= Sunil Tagare =

Sunil "Neil" Tagare (born c. 1962) is an entrepreneur. He developed the concept of the Fiber-Optic Link Around the Globe (FLAG) project in 1989 when he was 27 years old. FLAG was the first privately financed submarine fiber optic cable to link several continents around the world. The cost of construction of the first phase was $1.5 billion. As the executive vice president of Marketing and Business Development at NYNEX (now Verizon), Tagare was responsible for breaking through regulatory barriers in some of the most difficult countries in the world such as Spain, Italy, Egypt, India, Saudi Arabia, China, Hong Kong, Korea and Japan. FLAG was featured in the Guinness Book of World Records as the longest telephone cable in the world and has been instrumental in lowering the cost of international calls to countries like India by an order of magnitude that facilitated the creation of new industries like offshore call centers.

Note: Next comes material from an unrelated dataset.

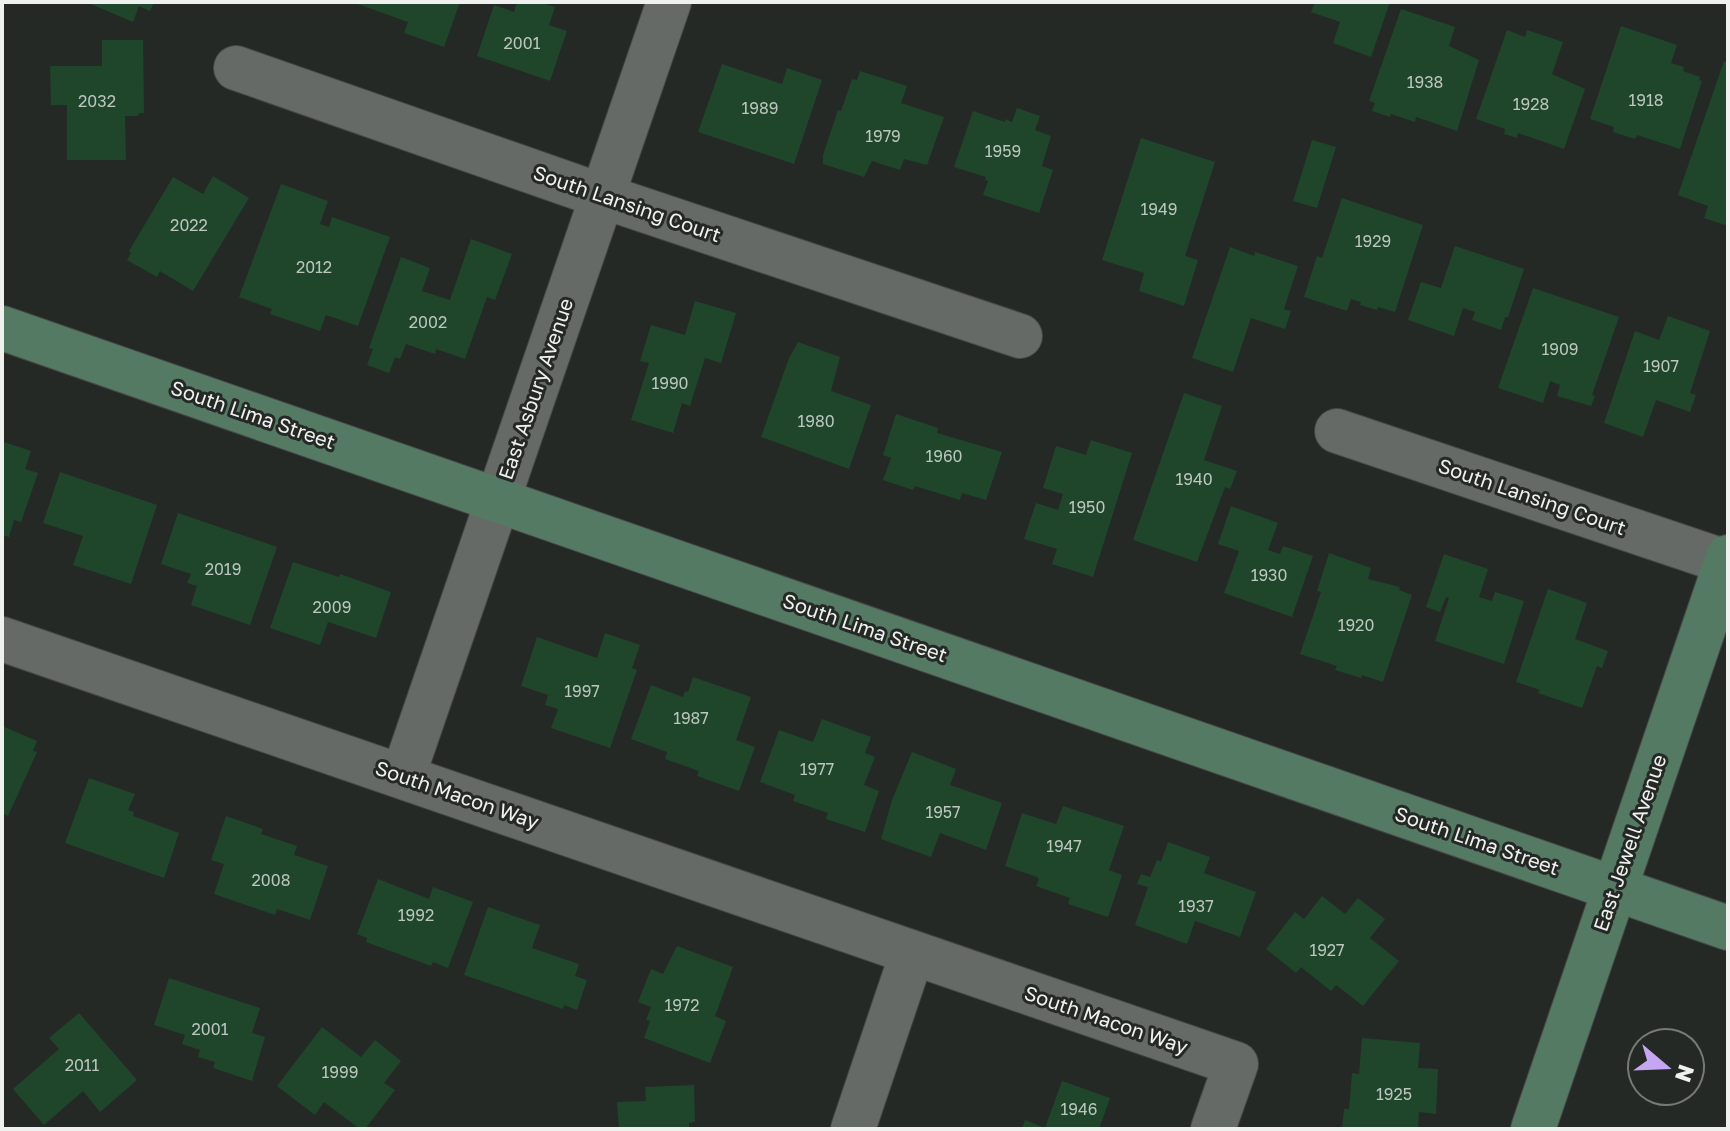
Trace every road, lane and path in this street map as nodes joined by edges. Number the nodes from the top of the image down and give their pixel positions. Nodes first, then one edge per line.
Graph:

Tagare went on to found a second submarine fiber optics company called Project Oxygen Ltd. In 1997 where he was the chairman and CEO. Its launch was attended by 300 telecom service providers from 200 countries. It was selected as one of the 12 "Cool Companies" by "Fortune Magazine" and is widely believed to be one of the key contributors towards significant decrease in the cost of global bandwidth.

Tagare was selected by Wired magazine as one of the "Wired 25" in 1999 (25 people trying to achieve the impossible and change the world) and was a finalist as the Entrepreneur of the Year at the World Communications Awards event in Geneva.